Creating New Twists on Travel Through Stories of Place
Skift Take
Typical vacation photos don’t cut it anymore for many travelers looking to show off their trips. Instead, travelers want to share photos and videos of themselves volunteering in destinations or engaging in activities like cooking or painting classes that their friends have never seen.
Vacation With an Artist (VAWAA), a company founded in 2015 that offers multi-day, mini-apprenticeships with local artists who meet certain standards of achievement, thinks it has an answer for how to make vacations more meaningful.

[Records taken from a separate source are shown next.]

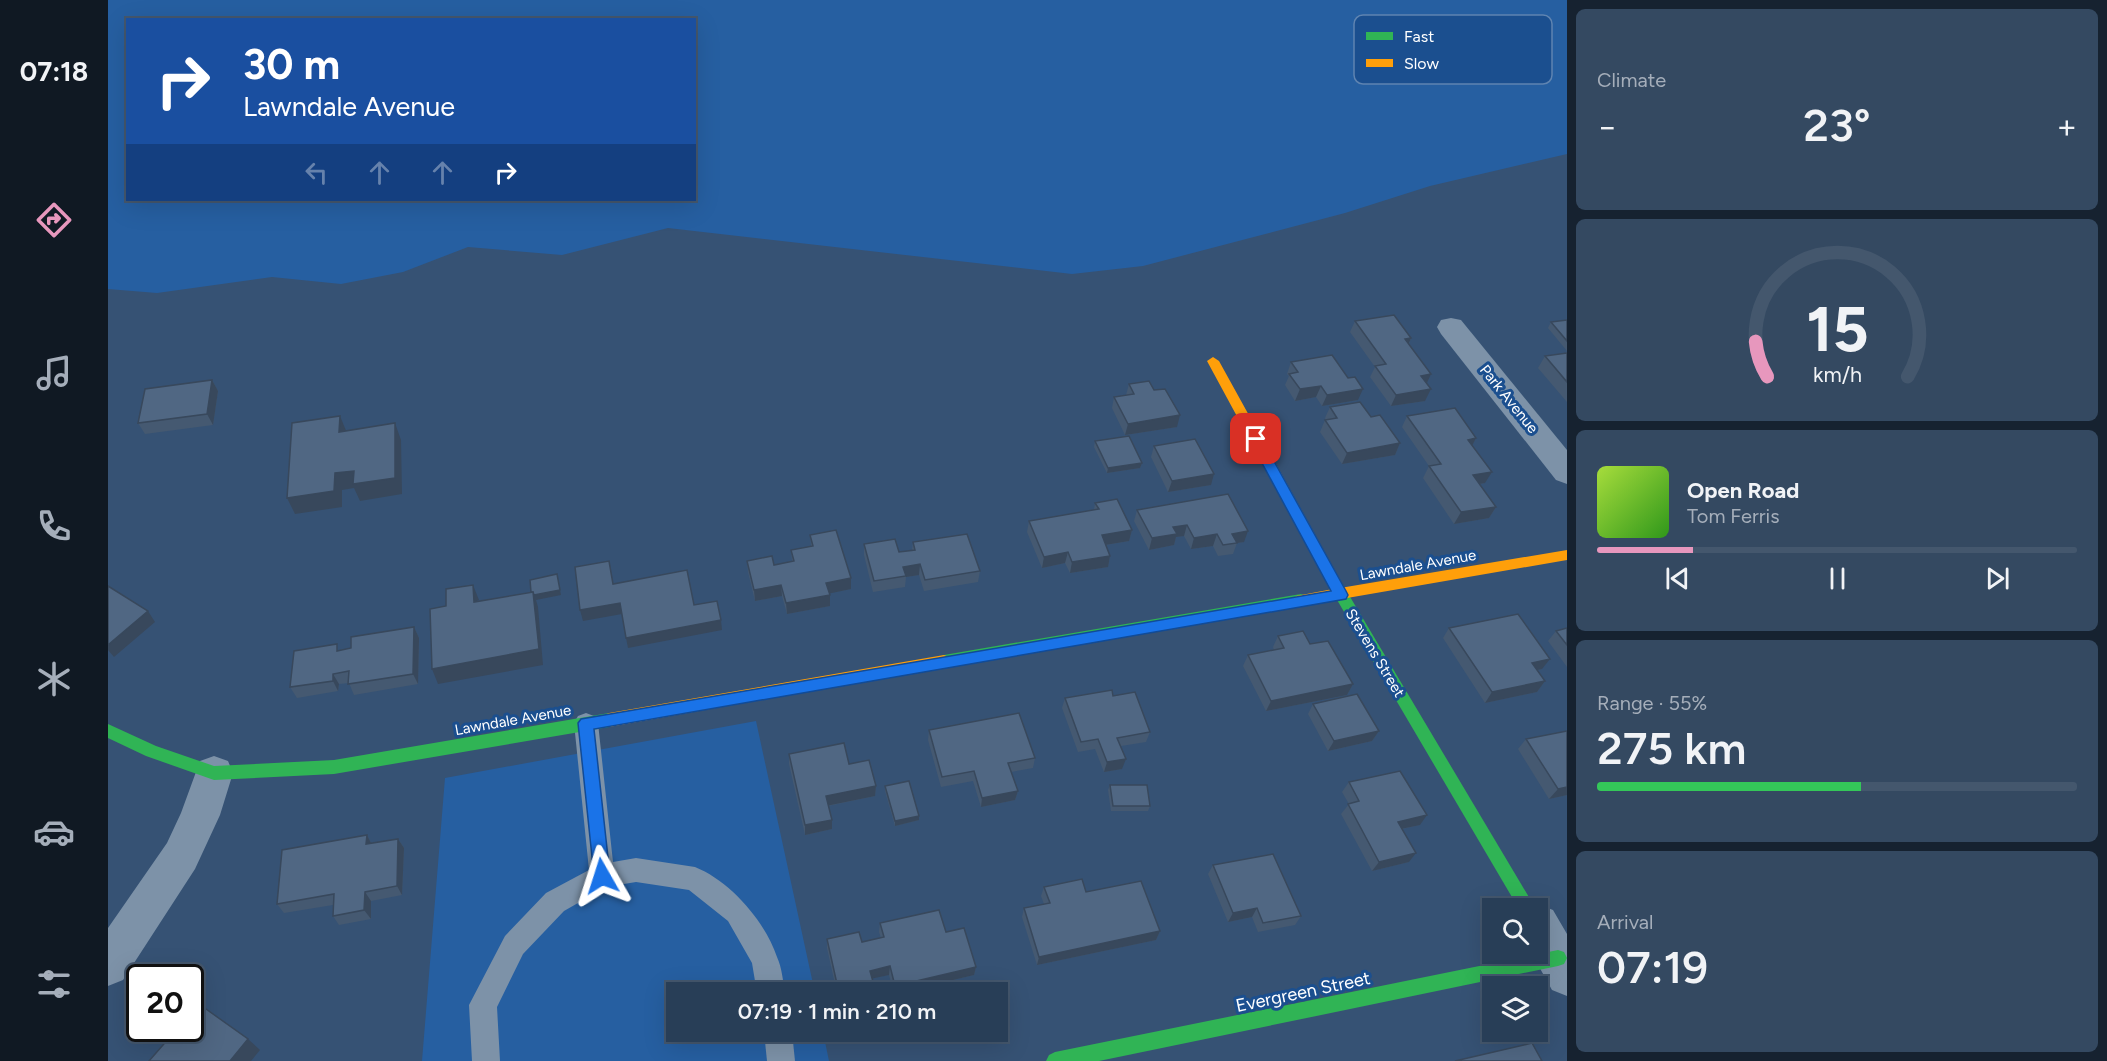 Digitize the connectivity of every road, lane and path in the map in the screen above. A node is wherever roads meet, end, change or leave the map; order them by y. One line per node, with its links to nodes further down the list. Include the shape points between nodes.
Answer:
1 (1451, 327): 3 (street, Park Avenue)
2 (1213, 361): 5 (street, Stevens Street)
3 (1567, 472)
4 (1567, 555): 5 (street, Lawndale Avenue)
5 (1341, 595): 6 (street, Lawndale Avenue); 10 (street, Stevens Street)
6 (586, 723): 8 (street, Lawndale Avenue, via 334,767); 9 (lane)
7 (108, 731): 8 (street, Lawndale Avenue)
8 (214, 773): 12 (street, via 181,856)
9 (602, 876): 13 (lane, via 636,870 695,879 737,912 765,959); 15 (lane, via 555,902 514,945 483,1005)
10 (1521, 898)
11 (1554, 952): 17 (street, Evergreen Street)
12 (108, 965)
13 (769, 982)
14 (779, 1042): 16 (lane)
15 (486, 1061)
16 (781, 1061)
17 (1056, 1061) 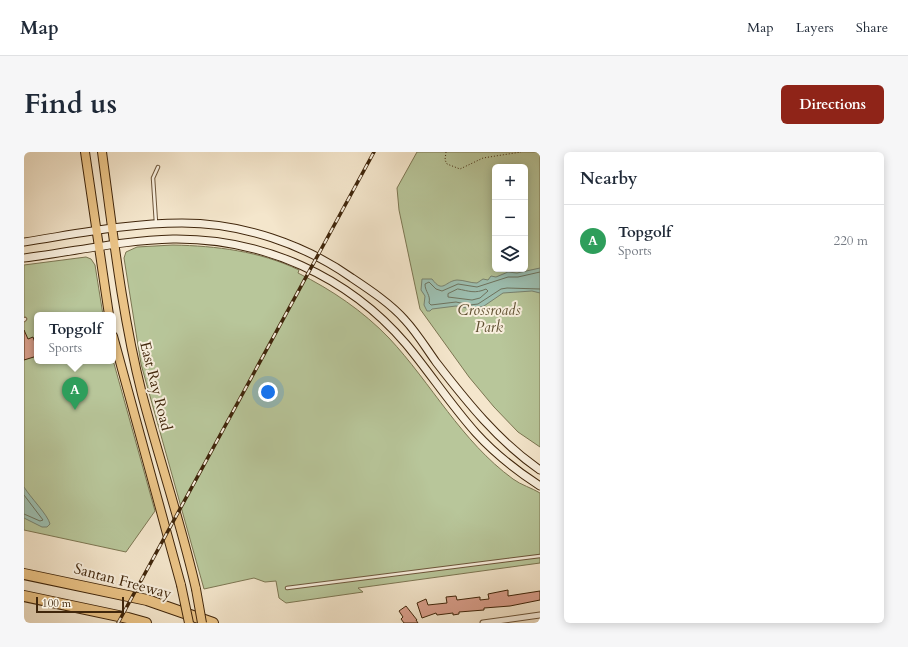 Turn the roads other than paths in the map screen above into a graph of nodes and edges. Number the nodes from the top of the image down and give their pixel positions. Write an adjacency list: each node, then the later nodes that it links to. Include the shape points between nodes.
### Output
1 (85, 152): 6 (main road)
2 (102, 152): 5 (main road, East Ray Road)
3 (158, 167): 4 (lane, via 152,178)
4 (156, 224): 5 (main road); 13 (main road, via 209,224 252,232 303,249 339,268 405,319 461,394 498,436)
5 (112, 229): 6 (main road); 8 (main road, East Ray Road)
6 (97, 231): 7 (main road); 9 (main road)
7 (24, 242)
8 (114, 245): 9 (main road); 14 (main road, via 173,239 236,244 287,259 329,279 385,322 419,360 477,434 504,460); 23 (main road, East Ray Road, bridge, via 129,336 142,394 177,515)
9 (99, 247): 10 (main road); 11 (main road)
10 (24, 258)
11 (109, 312)
12 (116, 347): 22 (main road, East Ray Road, bridge)
13 (540, 470)
14 (540, 486)
15 (540, 556): 17 (lane)
16 (24, 574): 24 (highway, Santan Freeway, via 147,600)
17 (287, 588)
18 (24, 596): 21 (highway)
19 (540, 615): 20 (street)
20 (513, 621): 25 (street)
21 (146, 623)
22 (189, 623)
23 (202, 623)
24 (213, 623)
25 (483, 623)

Experiences should be immersive, accessible to artists, and curated.
It’s about creating deep connections with locals you meet during your travels, said Geetika Agrawal, CEO of VAWAA. “We’re looking for ways to lean in and challenge ourselves,” she said, speaking at Skift Global Forum in New York City on September 27. “We want to learn more about ourselves.”

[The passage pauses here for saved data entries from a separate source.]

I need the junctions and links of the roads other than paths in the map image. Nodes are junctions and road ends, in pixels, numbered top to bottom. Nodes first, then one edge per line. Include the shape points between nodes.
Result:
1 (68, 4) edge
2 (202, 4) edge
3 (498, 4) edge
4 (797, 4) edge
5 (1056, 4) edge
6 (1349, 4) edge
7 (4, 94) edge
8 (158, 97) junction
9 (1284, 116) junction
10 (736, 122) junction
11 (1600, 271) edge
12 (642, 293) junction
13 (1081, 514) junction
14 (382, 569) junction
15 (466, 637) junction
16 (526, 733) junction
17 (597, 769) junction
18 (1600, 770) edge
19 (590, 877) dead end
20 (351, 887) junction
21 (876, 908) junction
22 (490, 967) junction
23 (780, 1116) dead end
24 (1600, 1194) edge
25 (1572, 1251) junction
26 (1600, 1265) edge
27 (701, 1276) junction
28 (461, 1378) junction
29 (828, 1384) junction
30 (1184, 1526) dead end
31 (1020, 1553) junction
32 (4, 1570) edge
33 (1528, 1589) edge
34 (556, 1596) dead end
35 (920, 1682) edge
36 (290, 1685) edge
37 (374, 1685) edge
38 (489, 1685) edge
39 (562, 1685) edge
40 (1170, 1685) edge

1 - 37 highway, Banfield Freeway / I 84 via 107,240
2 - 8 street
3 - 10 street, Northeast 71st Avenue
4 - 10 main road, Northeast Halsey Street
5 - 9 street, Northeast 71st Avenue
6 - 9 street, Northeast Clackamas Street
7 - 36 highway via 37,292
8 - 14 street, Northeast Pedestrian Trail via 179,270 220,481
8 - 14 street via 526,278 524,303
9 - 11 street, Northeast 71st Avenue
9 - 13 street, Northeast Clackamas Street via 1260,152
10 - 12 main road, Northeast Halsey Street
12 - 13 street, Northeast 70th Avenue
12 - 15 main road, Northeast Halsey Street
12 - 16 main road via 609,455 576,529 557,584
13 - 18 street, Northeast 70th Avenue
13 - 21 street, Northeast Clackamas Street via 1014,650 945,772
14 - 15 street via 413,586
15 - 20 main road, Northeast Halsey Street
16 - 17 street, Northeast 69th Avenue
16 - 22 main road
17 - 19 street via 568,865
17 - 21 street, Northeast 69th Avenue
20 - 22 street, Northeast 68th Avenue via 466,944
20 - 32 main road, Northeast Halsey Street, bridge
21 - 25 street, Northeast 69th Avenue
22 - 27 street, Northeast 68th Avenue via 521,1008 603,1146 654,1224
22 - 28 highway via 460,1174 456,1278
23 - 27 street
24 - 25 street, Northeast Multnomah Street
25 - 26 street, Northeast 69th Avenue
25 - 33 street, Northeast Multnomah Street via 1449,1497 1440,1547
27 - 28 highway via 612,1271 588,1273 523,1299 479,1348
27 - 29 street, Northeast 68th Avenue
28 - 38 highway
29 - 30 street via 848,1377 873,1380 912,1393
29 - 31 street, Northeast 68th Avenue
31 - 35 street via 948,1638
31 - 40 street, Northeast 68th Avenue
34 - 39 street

Agrawal said many travelers want to stimulate their lives, health, and creativity because work has left them feeling depleted. “We want to learn directly from the masters that have been shaping our cultures for generations,” she said. “We don’t want to feel commoditized, we want to feel like these experiences are created for us.”
Safety and inclusivity is also important, said Agrawal. “When we travel we don’t just want to meet the locals, we want to continue talking to them to learn more about them,” she said.
Changing the Storytellers to Change the Story
Muna Haddad, founder and managing director of Baraka, an Amman, Jordan-based consulting firm that works with locals and international professionals on how to stimulate economic growth in communities with tourism sites, realized a few years ago that there was a big gap between the world of development and the world of business. “We had to create a new one and show people what we were talking about,” said Haddad, also speaking at Skift Global Forum.
“People were barely spending time in villages, barely spending money, barely learning about the people,” said Haddad. “People were learning about ancient history and not the stories of people who live there today. People of the village should have their opportunities to tell their own stories.”
In hindsight, the answer to that dilemma seems simple to Haddad: change the storytellers, change the story. “It’s no longer people coming in talking about ancient civilization,” she said. “Once a traveler comes to a village and hears their story, it’s a tool for validation. We start realizing that travel is so much more than having a great time. The story of a place comes through to travelers.”
Baraka was founded in 2012 and has brought more than 2,000 tourists to the sites it works with since it launched Baraka Destinations in 2015. The firm had 300 percent growth from 2016 to 2017 in visitor spending at sites and about 91 locals have benefited from its work so far.
“Travel shouldn’t be a charity, it should be a viable business and profitable to everyone involved,” she said. “It’s about making that decision to take tourists to one restaurant and not another.”